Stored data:

++++++++++++++++++++

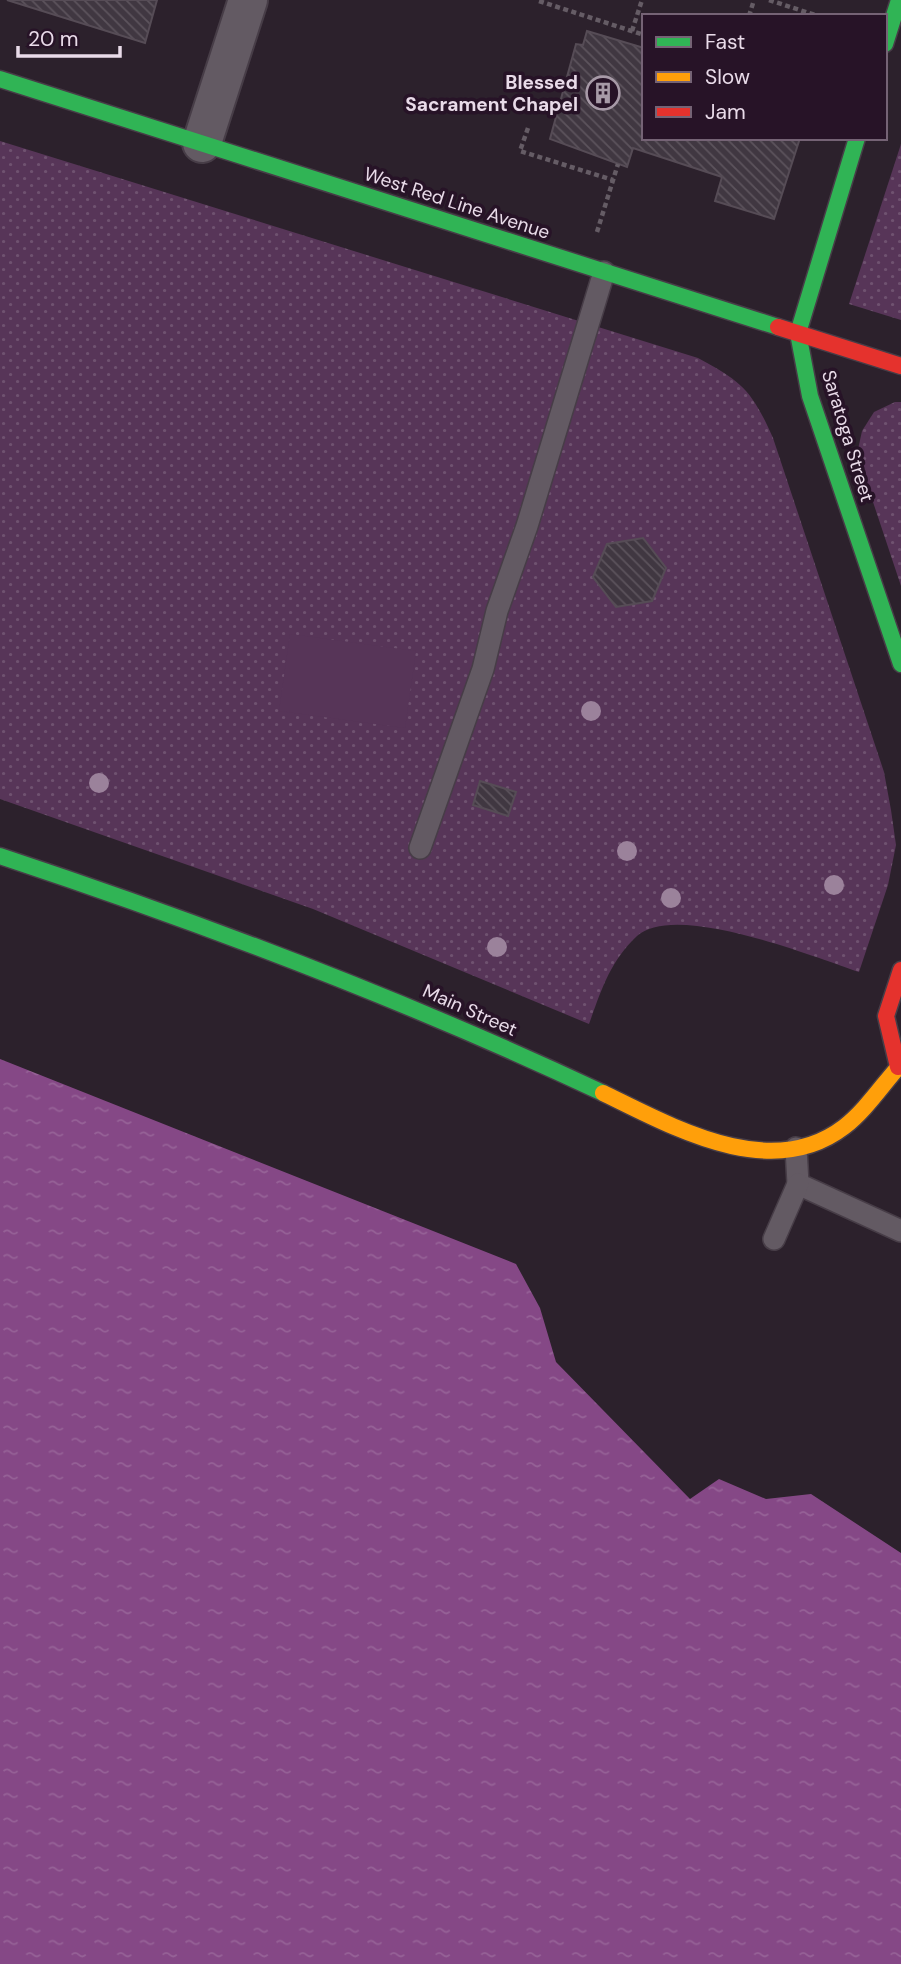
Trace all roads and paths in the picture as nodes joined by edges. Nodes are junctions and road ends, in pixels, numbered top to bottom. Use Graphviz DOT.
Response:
graph roads {
  1 [pos="248,0"];
  2 [pos="642,0"];
  3 [pos="769,0"];
  4 [pos="899,0"];
  5 [pos="539,1"];
  6 [pos="812,14"];
  7 [pos="632,31"];
  8 [pos="642,34"];
  9 [pos="887,38"];
  10 [pos="0,79"];
  11 [pos="528,128"];
  12 [pos="856,140"];
  13 [pos="202,143"];
  14 [pos="618,164"];
  15 [pos="613,180"];
  16 [pos="595,269"];
  17 [pos="797,333"];
  18 [pos="901,366"];
  19 [pos="901,664"];
  20 [pos="420,848"];
  21 [pos="0,856"];
  22 [pos="901,970"];
  23 [pos="900,1066"];
  24 [pos="796,1148"];
  25 [pos="798,1184"];
  26 [pos="901,1231"];
  27 [pos="774,1239"];
  1 -- 13 [label="street"];
  2 -- 7 [label="path"];
  3 -- 6 [label="path"];
  4 -- 9 [label="street"];
  5 -- 7 [label="path"];
  7 -- 8 [label="path"];
  10 -- 13 [label="street, West Red Line Avenue"];
  11 -- 15 [label="path"];
  12 -- 17 [label="street, Saratoga Street"];
  13 -- 16 [label="street, West Red Line Avenue"];
  14 -- 15 [label="path"];
  15 -- 16 [label="path"];
  16 -- 17 [label="street, West Red Line Avenue"];
  16 -- 20 [label="lane"];
  17 -- 18 [label="street, West Red Line Avenue"];
  17 -- 19 [label="street, Saratoga Street"];
  21 -- 24 [label="street, Main Street"];
  22 -- 23 [label="street"];
  23 -- 24 [label="street, Main Street"];
  24 -- 25 [label="lane"];
  25 -- 26 [label="lane"];
  25 -- 27 [label="lane"];
}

++++++++++++++++++++

Problem to work on
An exact copy of the data above is required, printed without its pictures.

Answer to the exercise
Trace all roads and paths in the picture as nodes joined by edges. Nodes are junctions and road ends, in pixels, numbered top to bottom. Use Graphviz DOT.
Response:
graph roads {
  1 [pos="248,0"];
  2 [pos="642,0"];
  3 [pos="769,0"];
  4 [pos="899,0"];
  5 [pos="539,1"];
  6 [pos="812,14"];
  7 [pos="632,31"];
  8 [pos="642,34"];
  9 [pos="887,38"];
  10 [pos="0,79"];
  11 [pos="528,128"];
  12 [pos="856,140"];
  13 [pos="202,143"];
  14 [pos="618,164"];
  15 [pos="613,180"];
  16 [pos="595,269"];
  17 [pos="797,333"];
  18 [pos="901,366"];
  19 [pos="901,664"];
  20 [pos="420,848"];
  21 [pos="0,856"];
  22 [pos="901,970"];
  23 [pos="900,1066"];
  24 [pos="796,1148"];
  25 [pos="798,1184"];
  26 [pos="901,1231"];
  27 [pos="774,1239"];
  1 -- 13 [label="street"];
  2 -- 7 [label="path"];
  3 -- 6 [label="path"];
  4 -- 9 [label="street"];
  5 -- 7 [label="path"];
  7 -- 8 [label="path"];
  10 -- 13 [label="street, West Red Line Avenue"];
  11 -- 15 [label="path"];
  12 -- 17 [label="street, Saratoga Street"];
  13 -- 16 [label="street, West Red Line Avenue"];
  14 -- 15 [label="path"];
  15 -- 16 [label="path"];
  16 -- 17 [label="street, West Red Line Avenue"];
  16 -- 20 [label="lane"];
  17 -- 18 [label="street, West Red Line Avenue"];
  17 -- 19 [label="street, Saratoga Street"];
  21 -- 24 [label="street, Main Street"];
  22 -- 23 [label="street"];
  23 -- 24 [label="street, Main Street"];
  24 -- 25 [label="lane"];
  25 -- 26 [label="lane"];
  25 -- 27 [label="lane"];
}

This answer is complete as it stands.